Painting by Jean-Léon Gérôme

Reception of the Grand Condé at Versailles (Réception du Grand Condé à Versailles), also known as Reception of the Grand Condé by Louis XIV (Réception du Grand Condé par Louis XIV), is a painting by Jean-Léon Gérôme, painted in 1878. It represents the reception of Louis II de Bourbon-Condé by Louis XIV, at the Palace of Versailles, at the foot of the Escalier des Ambassadeurs [fr], in 1674. The painting was acquired in 2004 by the Musée d'Orsay.

== Analysis ==
Following the mixed success of another of his paintings, Siècle d'Auguste : naissance de N. S. Jésus Christ (Exposition Universelle of 1855), Gérôme chose to focus on “small” history.

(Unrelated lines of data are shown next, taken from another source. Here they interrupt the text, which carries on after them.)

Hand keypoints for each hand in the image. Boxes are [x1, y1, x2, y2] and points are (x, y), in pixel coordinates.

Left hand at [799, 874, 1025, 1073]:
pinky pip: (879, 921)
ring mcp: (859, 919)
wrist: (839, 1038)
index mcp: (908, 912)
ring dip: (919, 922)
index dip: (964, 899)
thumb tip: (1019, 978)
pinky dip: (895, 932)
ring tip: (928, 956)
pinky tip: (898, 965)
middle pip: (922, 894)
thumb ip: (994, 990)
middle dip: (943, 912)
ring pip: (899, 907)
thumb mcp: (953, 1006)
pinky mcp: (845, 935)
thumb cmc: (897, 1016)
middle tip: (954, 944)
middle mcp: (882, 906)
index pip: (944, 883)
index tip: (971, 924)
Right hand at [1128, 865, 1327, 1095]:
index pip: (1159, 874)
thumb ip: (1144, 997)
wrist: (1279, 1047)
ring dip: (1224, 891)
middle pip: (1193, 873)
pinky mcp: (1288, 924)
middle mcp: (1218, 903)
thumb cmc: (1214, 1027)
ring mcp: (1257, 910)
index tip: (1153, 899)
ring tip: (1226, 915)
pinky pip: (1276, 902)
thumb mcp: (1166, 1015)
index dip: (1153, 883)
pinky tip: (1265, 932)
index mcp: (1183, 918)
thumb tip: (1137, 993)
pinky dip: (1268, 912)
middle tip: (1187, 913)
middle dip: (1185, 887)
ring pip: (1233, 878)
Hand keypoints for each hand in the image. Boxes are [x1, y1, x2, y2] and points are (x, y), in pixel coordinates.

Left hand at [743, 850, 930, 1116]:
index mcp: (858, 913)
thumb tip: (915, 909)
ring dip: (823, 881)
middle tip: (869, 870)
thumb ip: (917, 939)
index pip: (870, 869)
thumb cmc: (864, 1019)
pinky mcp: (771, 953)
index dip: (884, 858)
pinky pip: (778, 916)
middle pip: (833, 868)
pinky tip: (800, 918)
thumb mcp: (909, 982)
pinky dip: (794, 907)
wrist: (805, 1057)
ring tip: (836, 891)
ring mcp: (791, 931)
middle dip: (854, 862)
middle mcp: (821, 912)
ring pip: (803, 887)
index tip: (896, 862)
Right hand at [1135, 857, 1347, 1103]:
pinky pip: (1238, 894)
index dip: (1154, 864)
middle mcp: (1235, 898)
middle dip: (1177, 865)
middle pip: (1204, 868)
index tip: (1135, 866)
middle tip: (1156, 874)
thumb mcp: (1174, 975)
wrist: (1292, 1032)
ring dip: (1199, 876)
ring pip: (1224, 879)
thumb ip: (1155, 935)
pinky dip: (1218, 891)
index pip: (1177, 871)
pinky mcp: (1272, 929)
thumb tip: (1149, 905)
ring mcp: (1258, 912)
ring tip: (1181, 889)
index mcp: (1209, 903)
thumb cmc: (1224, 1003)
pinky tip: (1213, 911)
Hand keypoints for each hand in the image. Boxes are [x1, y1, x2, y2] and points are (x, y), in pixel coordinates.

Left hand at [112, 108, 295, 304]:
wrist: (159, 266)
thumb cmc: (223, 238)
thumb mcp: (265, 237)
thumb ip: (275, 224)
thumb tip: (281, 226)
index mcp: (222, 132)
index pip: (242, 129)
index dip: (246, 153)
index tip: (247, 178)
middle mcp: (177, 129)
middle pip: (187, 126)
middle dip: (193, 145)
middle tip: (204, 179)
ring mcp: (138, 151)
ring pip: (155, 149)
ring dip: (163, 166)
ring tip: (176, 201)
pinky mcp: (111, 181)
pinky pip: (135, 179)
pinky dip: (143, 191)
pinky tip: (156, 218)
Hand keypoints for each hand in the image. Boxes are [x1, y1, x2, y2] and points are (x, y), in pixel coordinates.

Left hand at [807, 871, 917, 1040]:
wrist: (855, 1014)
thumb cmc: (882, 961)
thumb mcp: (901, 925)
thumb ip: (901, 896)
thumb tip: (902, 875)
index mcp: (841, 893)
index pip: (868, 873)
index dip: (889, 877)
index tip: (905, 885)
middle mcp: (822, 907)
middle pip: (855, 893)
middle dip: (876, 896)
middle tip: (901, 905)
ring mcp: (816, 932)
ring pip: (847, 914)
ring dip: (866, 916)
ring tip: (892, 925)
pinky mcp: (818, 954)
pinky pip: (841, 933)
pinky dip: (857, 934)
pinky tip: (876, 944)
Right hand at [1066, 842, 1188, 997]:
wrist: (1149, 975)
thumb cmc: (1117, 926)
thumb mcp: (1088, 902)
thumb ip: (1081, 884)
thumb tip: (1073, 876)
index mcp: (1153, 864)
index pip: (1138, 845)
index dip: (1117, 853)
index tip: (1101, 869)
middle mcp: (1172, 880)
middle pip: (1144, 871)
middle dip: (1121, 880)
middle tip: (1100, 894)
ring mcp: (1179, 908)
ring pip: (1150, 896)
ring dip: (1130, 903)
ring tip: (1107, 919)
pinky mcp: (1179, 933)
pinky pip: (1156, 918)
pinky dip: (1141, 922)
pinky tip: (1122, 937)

In this painting he highlighted the comedy of power, through the belated allegiance of the prince to his king. The taste for reconstruction and the painter's precision are found in the representation of the rich court costumes, and in the reproduction of the monumental Escalier des Ambassadeurs de Versailles, destroyed more than a century earlier.

==History==
Gérôme's painting was acquired in 2004 by the Musée d'Orsay.

In 2014, the painting was loaned to the Museum of Fine Arts of Lyon as part of the exhibition L'invention du Passé. Histoires de cœur et d'épée 1802-1850 [fr].